[WORK INSTRUCTIONS]:
Everything in the data must be repeated exactly, apart from the pictures, which are left out.

[PROVIDED ENTRIES]:
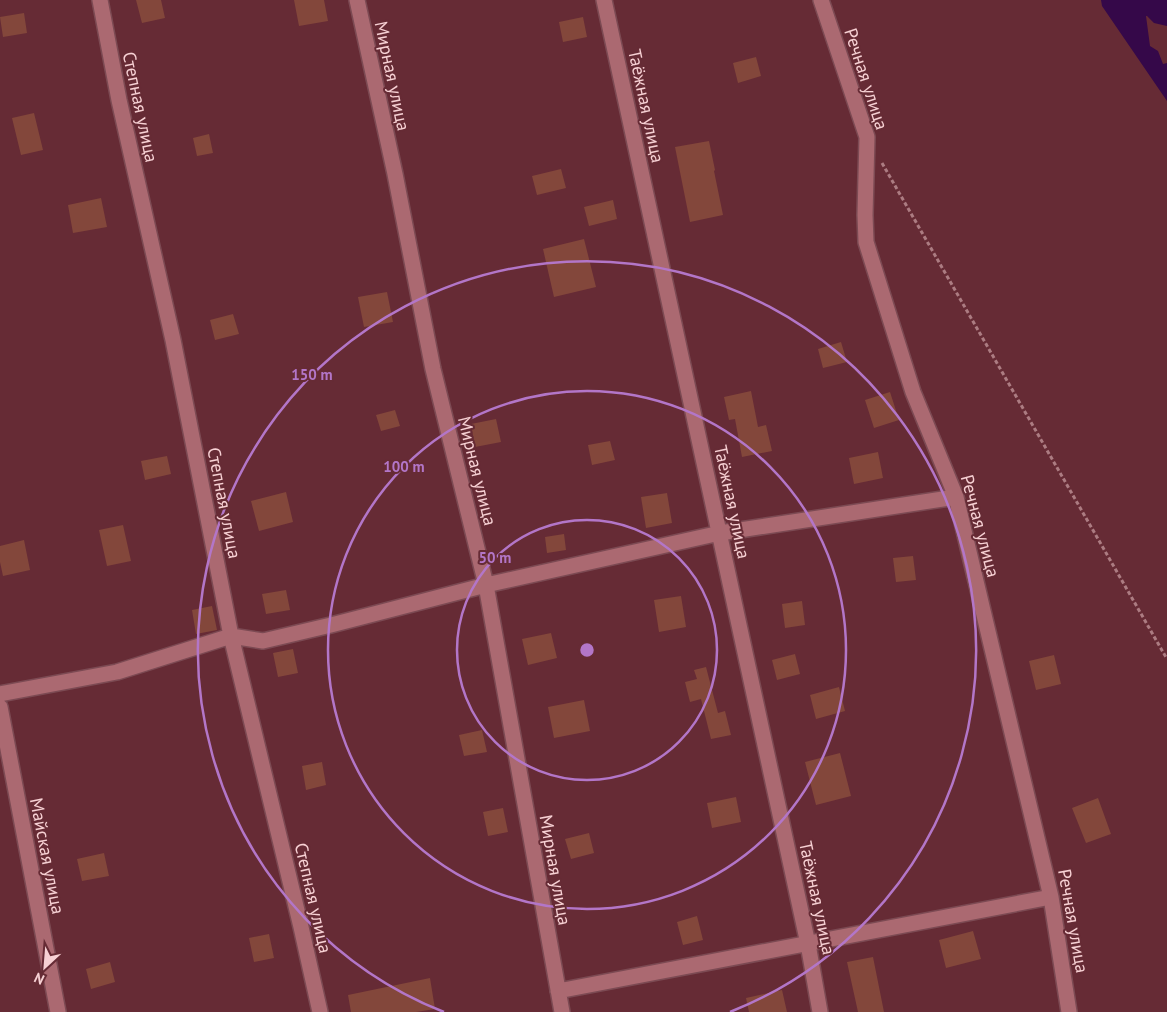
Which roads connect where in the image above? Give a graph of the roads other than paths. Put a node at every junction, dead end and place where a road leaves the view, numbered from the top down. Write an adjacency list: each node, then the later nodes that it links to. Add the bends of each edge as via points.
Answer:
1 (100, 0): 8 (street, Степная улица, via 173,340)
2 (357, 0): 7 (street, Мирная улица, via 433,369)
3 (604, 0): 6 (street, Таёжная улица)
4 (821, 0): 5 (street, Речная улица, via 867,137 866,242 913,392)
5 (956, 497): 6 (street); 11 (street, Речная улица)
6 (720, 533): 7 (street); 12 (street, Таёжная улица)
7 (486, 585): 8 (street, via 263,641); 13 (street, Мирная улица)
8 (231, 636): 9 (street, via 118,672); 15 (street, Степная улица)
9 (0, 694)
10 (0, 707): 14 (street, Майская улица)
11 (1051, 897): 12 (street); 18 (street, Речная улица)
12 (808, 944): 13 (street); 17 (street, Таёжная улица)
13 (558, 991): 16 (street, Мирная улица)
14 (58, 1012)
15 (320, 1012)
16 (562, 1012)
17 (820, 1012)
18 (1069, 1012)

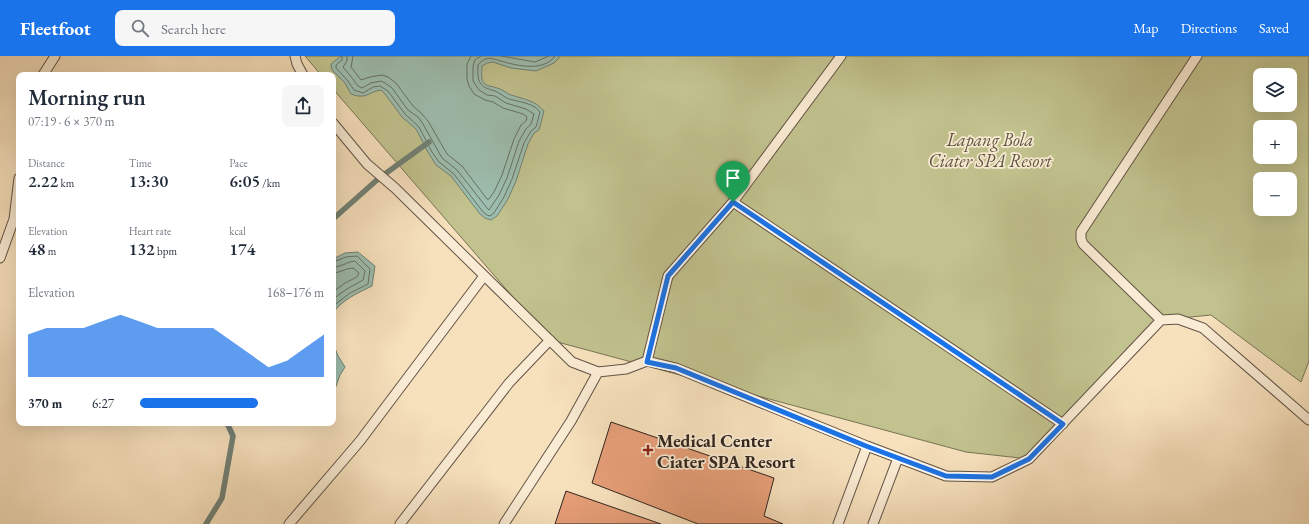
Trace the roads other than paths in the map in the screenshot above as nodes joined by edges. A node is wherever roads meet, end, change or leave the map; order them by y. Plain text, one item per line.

[THE COMPLETED TASK]:
Which roads connect where in the image above? Give a graph of the roads other than paths. Put a node at every junction, dead end and place where a road leaves the view, numbered from the top down. Write an adjacency list: each node, then the later nodes that it links to. Add the bends of each edge as via points.
Answer:
1 (100, 0): 8 (street, Степная улица, via 173,340)
2 (357, 0): 7 (street, Мирная улица, via 433,369)
3 (604, 0): 6 (street, Таёжная улица)
4 (821, 0): 5 (street, Речная улица, via 867,137 866,242 913,392)
5 (956, 497): 6 (street); 11 (street, Речная улица)
6 (720, 533): 7 (street); 12 (street, Таёжная улица)
7 (486, 585): 8 (street, via 263,641); 13 (street, Мирная улица)
8 (231, 636): 9 (street, via 118,672); 15 (street, Степная улица)
9 (0, 694)
10 (0, 707): 14 (street, Майская улица)
11 (1051, 897): 12 (street); 18 (street, Речная улица)
12 (808, 944): 13 (street); 17 (street, Таёжная улица)
13 (558, 991): 16 (street, Мирная улица)
14 (58, 1012)
15 (320, 1012)
16 (562, 1012)
17 (820, 1012)
18 (1069, 1012)

Trace the roads other than paths in the map in the screenshot above as nodes joined by edges. A node is wherever roads meet, end, change or leave the map; order them by y. Plain text, one item per line.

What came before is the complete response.